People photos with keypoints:
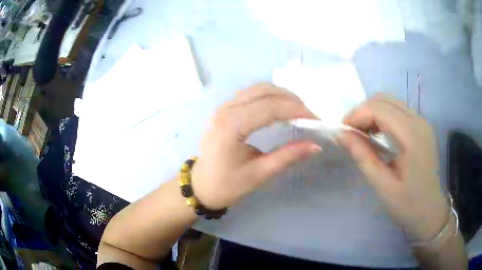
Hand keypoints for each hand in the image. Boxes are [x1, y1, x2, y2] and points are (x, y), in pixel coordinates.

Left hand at [191, 83, 321, 208]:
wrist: (200, 186)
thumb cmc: (226, 185)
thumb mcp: (259, 174)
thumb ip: (287, 157)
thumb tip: (315, 146)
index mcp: (231, 127)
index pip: (270, 108)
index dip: (297, 110)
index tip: (316, 119)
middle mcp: (225, 110)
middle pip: (264, 92)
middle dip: (291, 99)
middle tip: (308, 114)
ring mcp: (222, 108)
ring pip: (256, 89)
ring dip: (280, 95)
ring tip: (297, 110)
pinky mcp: (224, 110)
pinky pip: (249, 95)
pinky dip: (268, 97)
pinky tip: (279, 108)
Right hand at [341, 94, 448, 241]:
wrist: (430, 211)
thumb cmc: (408, 204)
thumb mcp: (383, 186)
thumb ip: (363, 157)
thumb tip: (342, 135)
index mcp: (412, 136)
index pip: (379, 109)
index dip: (356, 115)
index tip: (341, 130)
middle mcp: (419, 121)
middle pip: (384, 100)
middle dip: (362, 111)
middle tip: (350, 132)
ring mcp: (422, 122)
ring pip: (391, 102)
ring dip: (372, 112)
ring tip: (361, 133)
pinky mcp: (422, 127)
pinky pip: (398, 111)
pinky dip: (383, 116)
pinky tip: (377, 133)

» **Required work**
Please report every line among the entries that includes "thumb".

» **Answer for the task**
thumb cmc: (226, 185)
thumb mcp: (259, 174)
thumb ip: (287, 157)
thumb tip: (315, 146)
thumb cmc: (408, 204)
thumb mcp: (383, 186)
thumb ip: (363, 157)
thumb tip: (342, 135)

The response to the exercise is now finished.